Starring in Vampire Hunter looks to be his breakthrough, after roles in other historical fare such as Flags of Our Fathers and Kinsey. And Lincoln isn't even his first president: Walker starred as "Old Hickory" in the title role of the Broadway musical Bloody Bloody Andrew Jackson, which is where Vampire Hunter director Timur Bekmambetov first saw him.
"He's very energetic and ironic and smart and physical," Bekmambetov says. "It's hard to be organic and to be believable in this role."
Playing Jackson helped Walker develop his research chops, he says, which helped in determining which Lincoln books were best suited to the movie. Lincoln's Melancholy, about how he dealt with death and depression, informed Walker far more than Doris Kearns Goodwin's politics-heavy Team of Rivals.
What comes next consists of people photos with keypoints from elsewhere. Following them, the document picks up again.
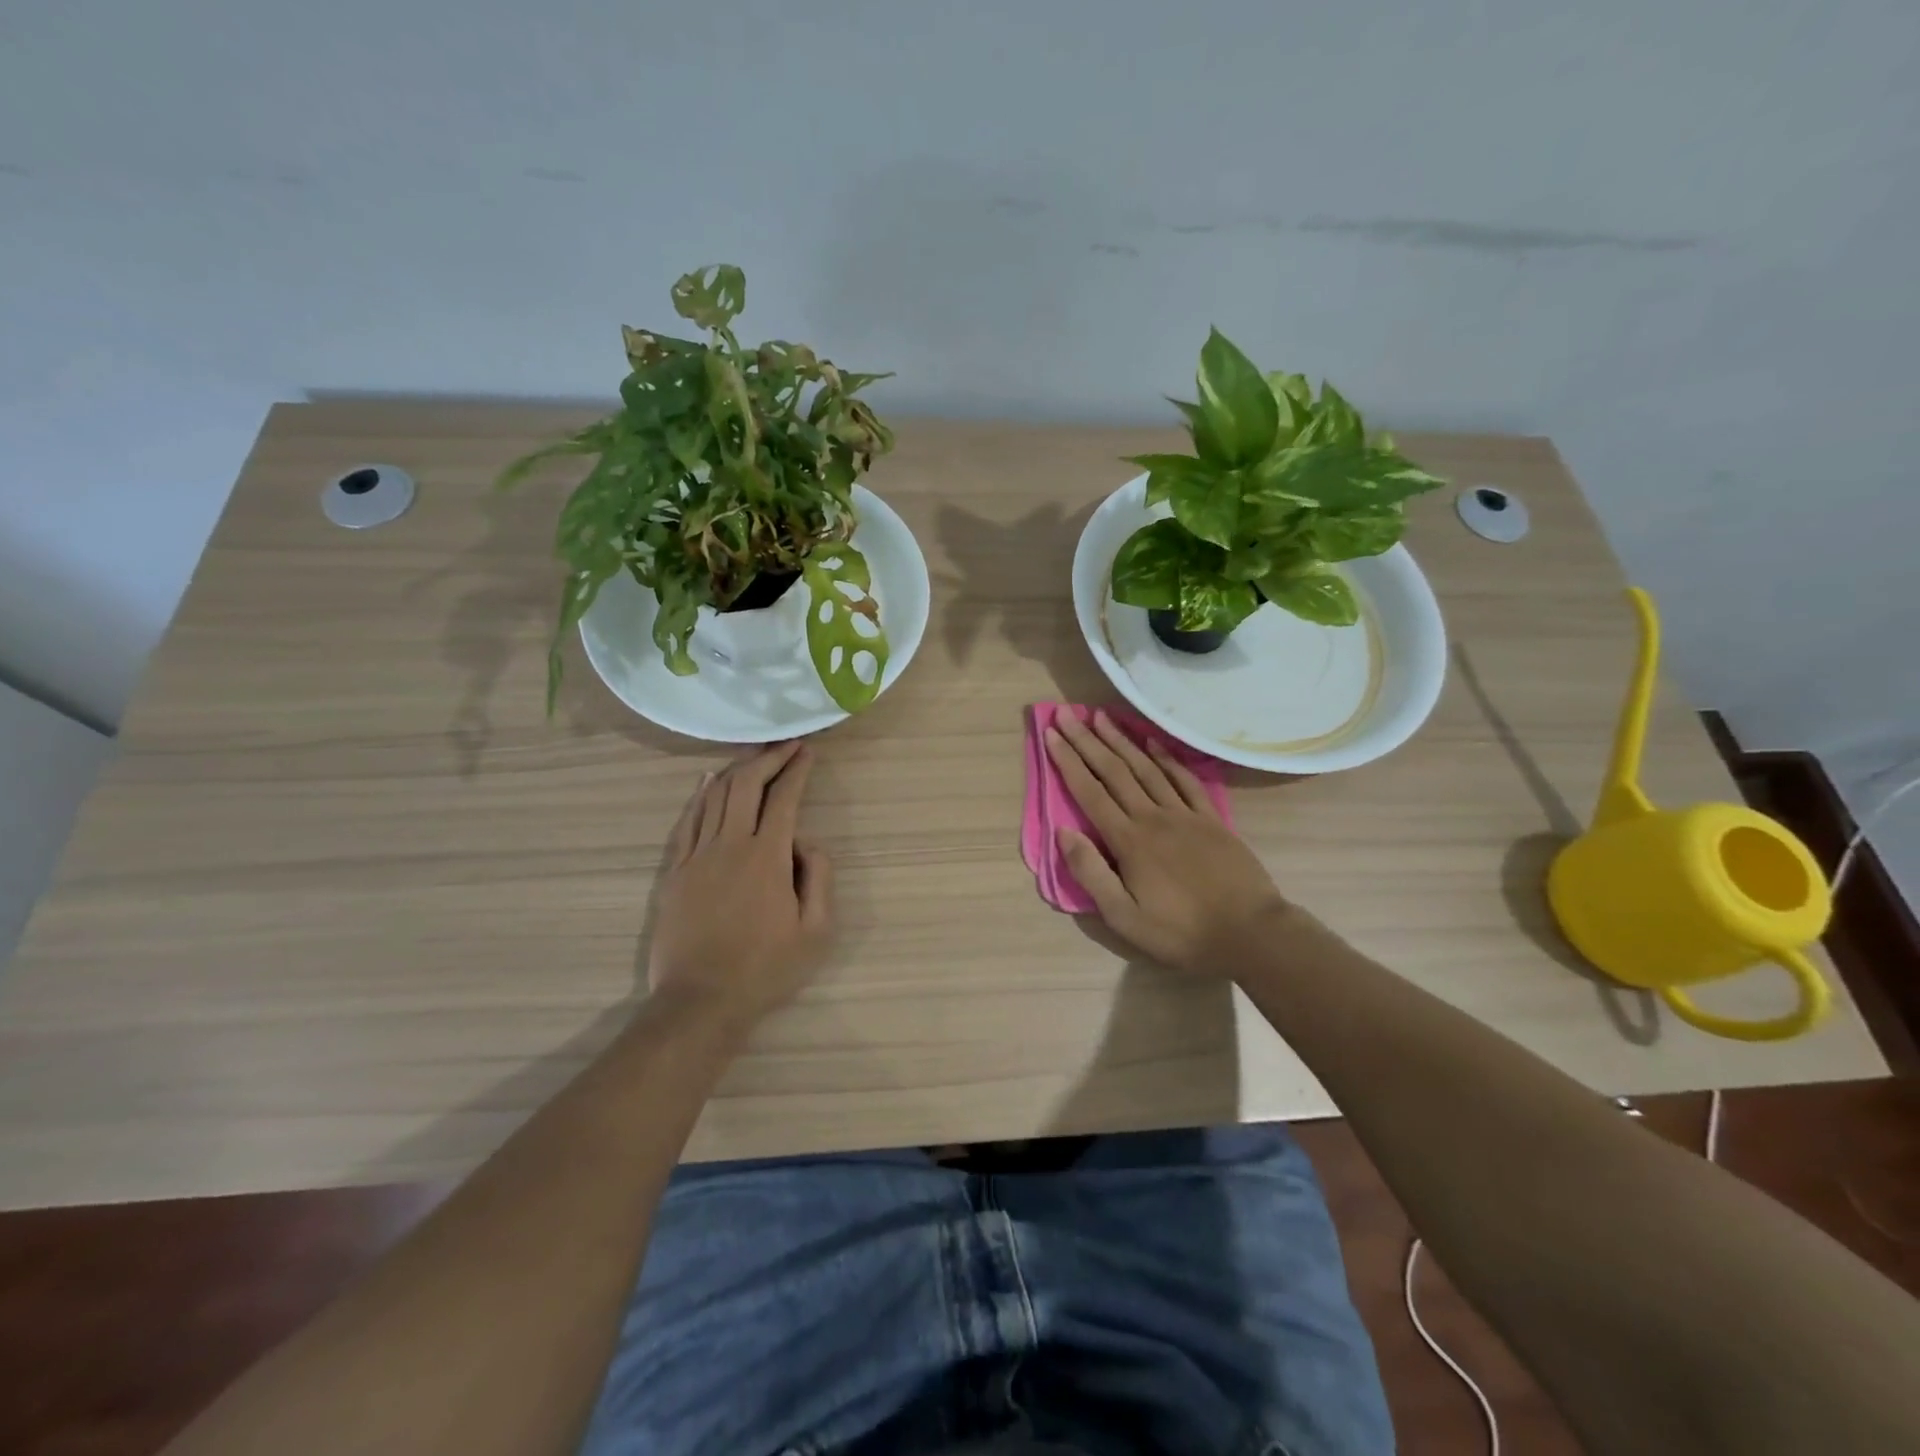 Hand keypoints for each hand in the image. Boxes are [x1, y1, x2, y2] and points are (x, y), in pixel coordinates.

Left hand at [647, 742, 833, 1026]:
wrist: (701, 1002)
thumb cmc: (765, 969)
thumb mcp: (817, 931)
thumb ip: (820, 877)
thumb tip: (806, 843)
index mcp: (767, 857)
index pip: (784, 798)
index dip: (796, 770)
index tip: (807, 752)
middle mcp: (730, 845)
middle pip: (745, 784)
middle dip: (767, 758)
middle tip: (784, 746)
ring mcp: (696, 857)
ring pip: (713, 796)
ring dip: (735, 769)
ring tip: (753, 756)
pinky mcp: (674, 872)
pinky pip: (687, 821)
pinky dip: (699, 795)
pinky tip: (707, 781)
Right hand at [1045, 710, 1292, 974]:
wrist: (1250, 932)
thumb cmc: (1181, 931)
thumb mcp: (1124, 917)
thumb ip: (1091, 873)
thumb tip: (1064, 832)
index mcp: (1129, 841)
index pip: (1090, 792)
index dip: (1068, 761)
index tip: (1051, 734)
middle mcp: (1153, 817)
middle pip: (1114, 771)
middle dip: (1087, 741)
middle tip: (1067, 712)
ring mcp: (1184, 814)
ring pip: (1146, 767)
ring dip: (1121, 740)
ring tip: (1101, 716)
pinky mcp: (1211, 818)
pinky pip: (1184, 779)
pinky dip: (1166, 757)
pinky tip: (1152, 742) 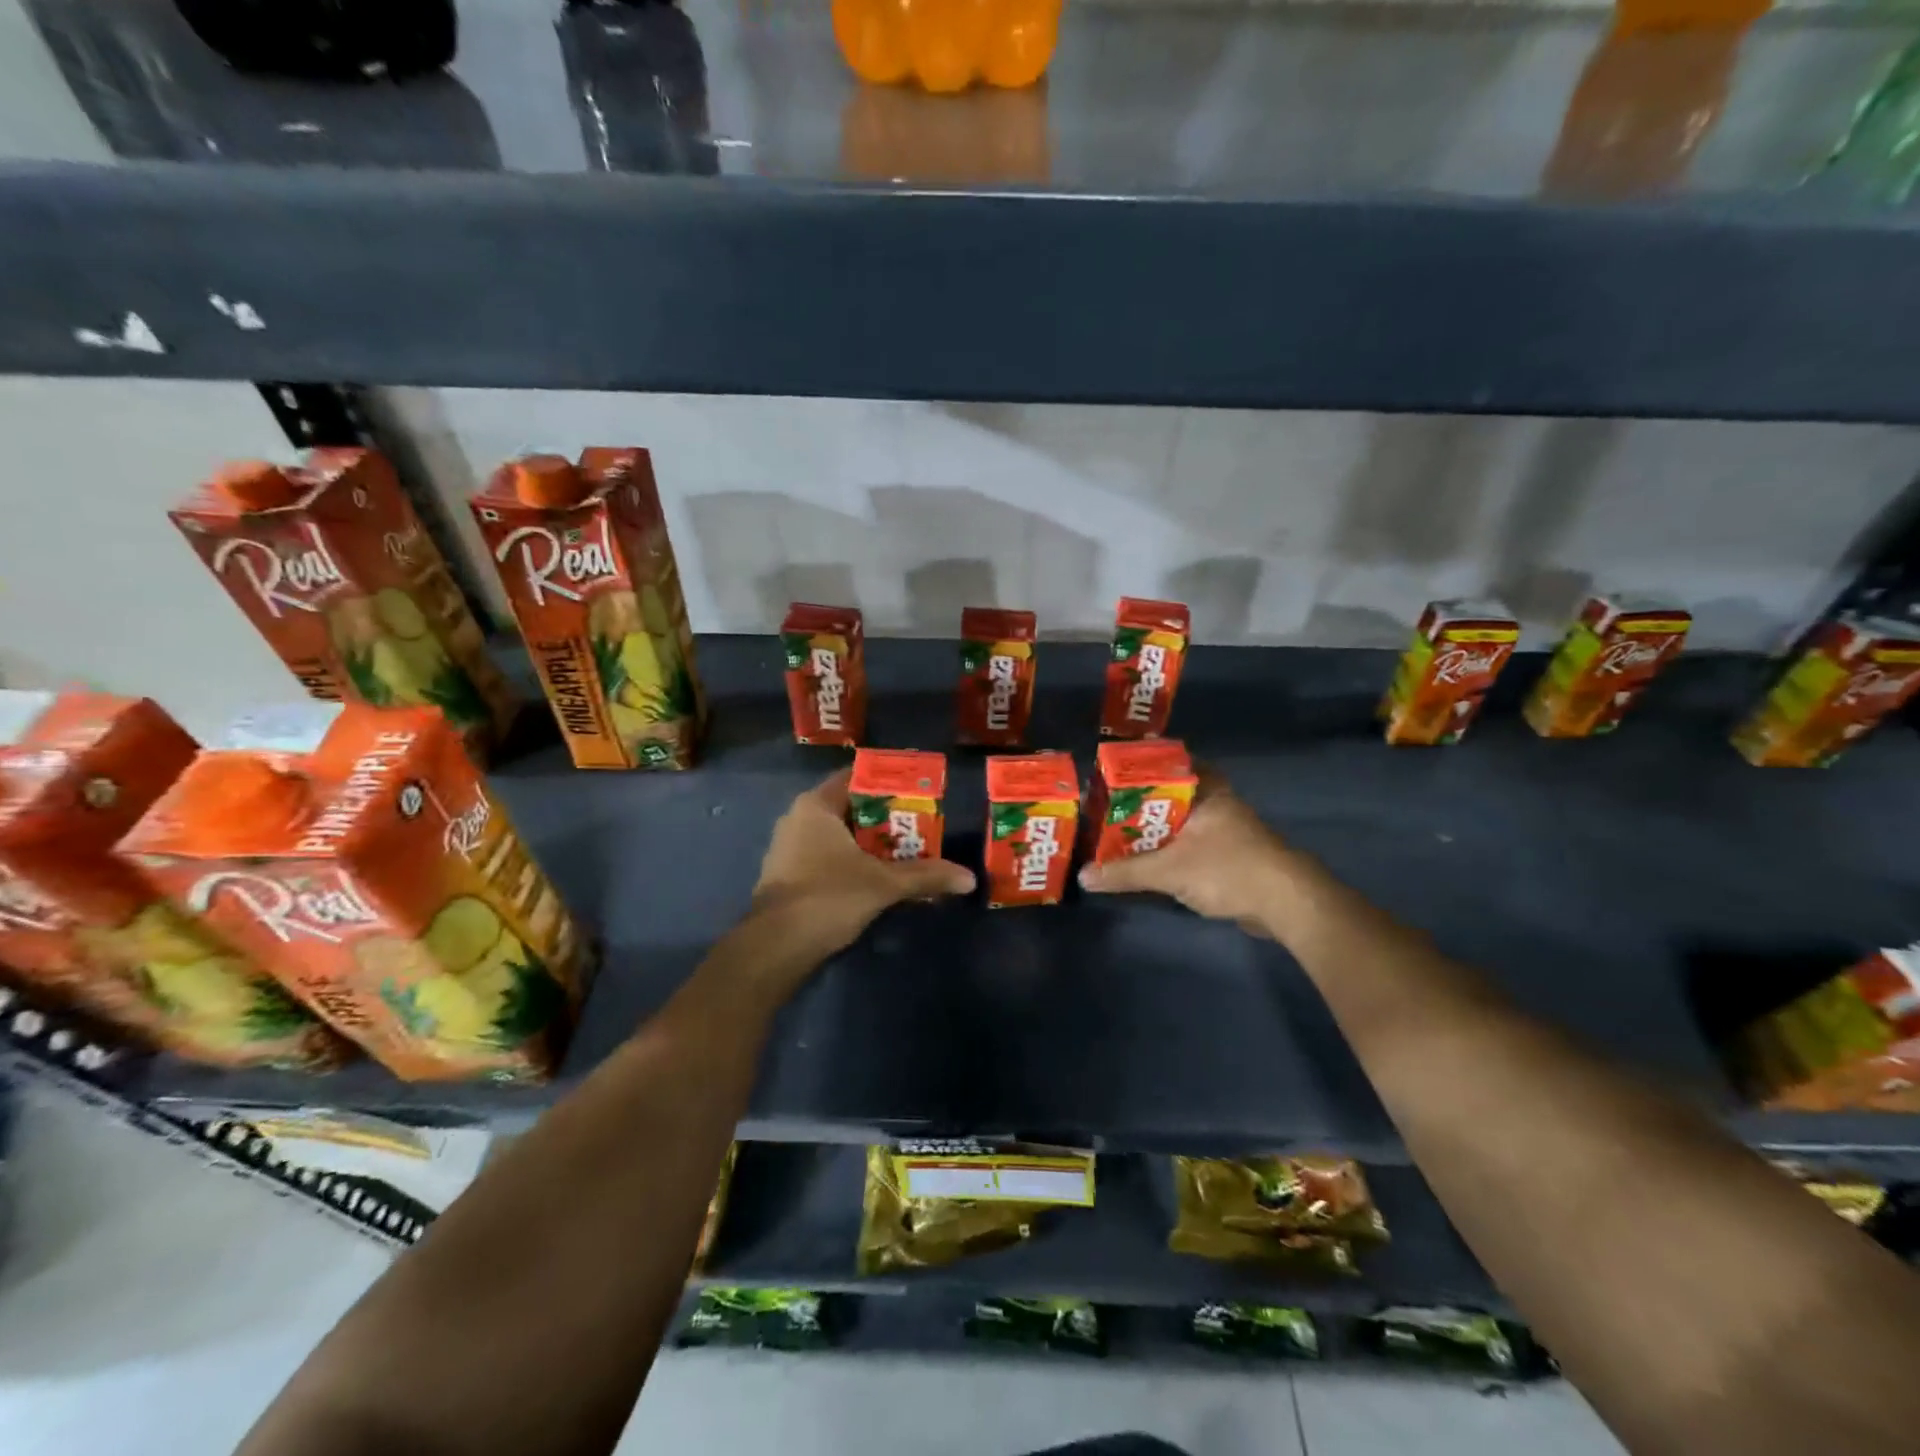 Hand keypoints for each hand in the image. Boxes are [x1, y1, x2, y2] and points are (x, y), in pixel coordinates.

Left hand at [750, 769, 975, 955]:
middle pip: (852, 808)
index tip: (920, 790)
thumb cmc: (828, 897)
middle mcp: (799, 819)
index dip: (890, 782)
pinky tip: (879, 878)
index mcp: (816, 805)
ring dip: (872, 844)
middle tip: (923, 824)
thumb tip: (969, 878)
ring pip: (841, 836)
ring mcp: (790, 848)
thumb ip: (926, 876)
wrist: (776, 947)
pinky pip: (829, 857)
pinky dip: (854, 862)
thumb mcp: (883, 884)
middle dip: (887, 818)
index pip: (857, 778)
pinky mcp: (790, 876)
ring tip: (908, 852)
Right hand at [1077, 772, 1300, 936]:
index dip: (1136, 767)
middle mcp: (1215, 803)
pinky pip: (1189, 844)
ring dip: (1152, 830)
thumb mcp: (1168, 870)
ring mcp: (1225, 830)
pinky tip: (1146, 860)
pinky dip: (1168, 849)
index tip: (1108, 776)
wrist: (1287, 904)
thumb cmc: (1228, 869)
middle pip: (1168, 794)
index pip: (1166, 763)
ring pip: (1179, 822)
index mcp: (1205, 789)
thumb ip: (1125, 872)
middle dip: (1137, 803)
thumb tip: (1084, 876)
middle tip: (1103, 810)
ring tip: (1114, 835)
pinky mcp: (1229, 855) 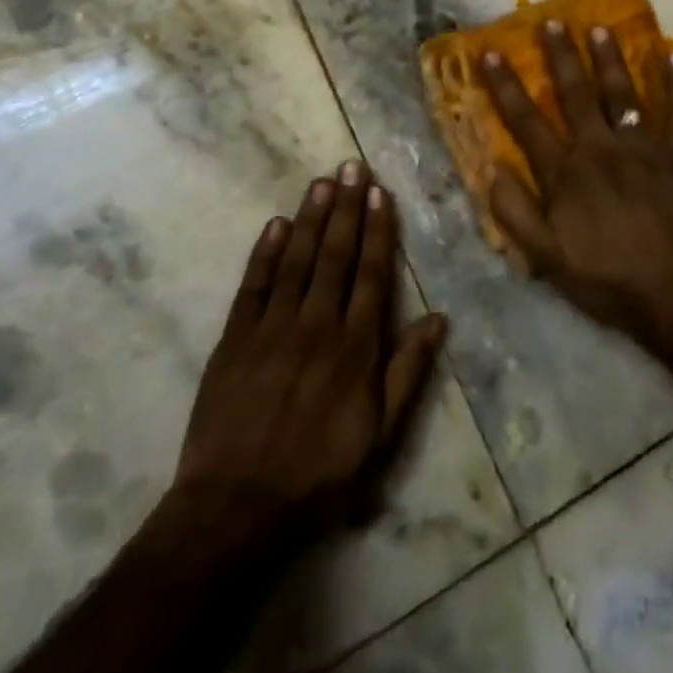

"He educated himself, he was born in a log cabin and really lived the American dream," Walker says.
He also found a kinship with Lincoln in hearing the accounts of him staying out late and cracking up tavern folk.
"That's the kind of Lincoln we don't know much about," Walker says. "We need to think of him as a human being - somebody with a sense of humor and someone who was willing to be ridiculous and funny."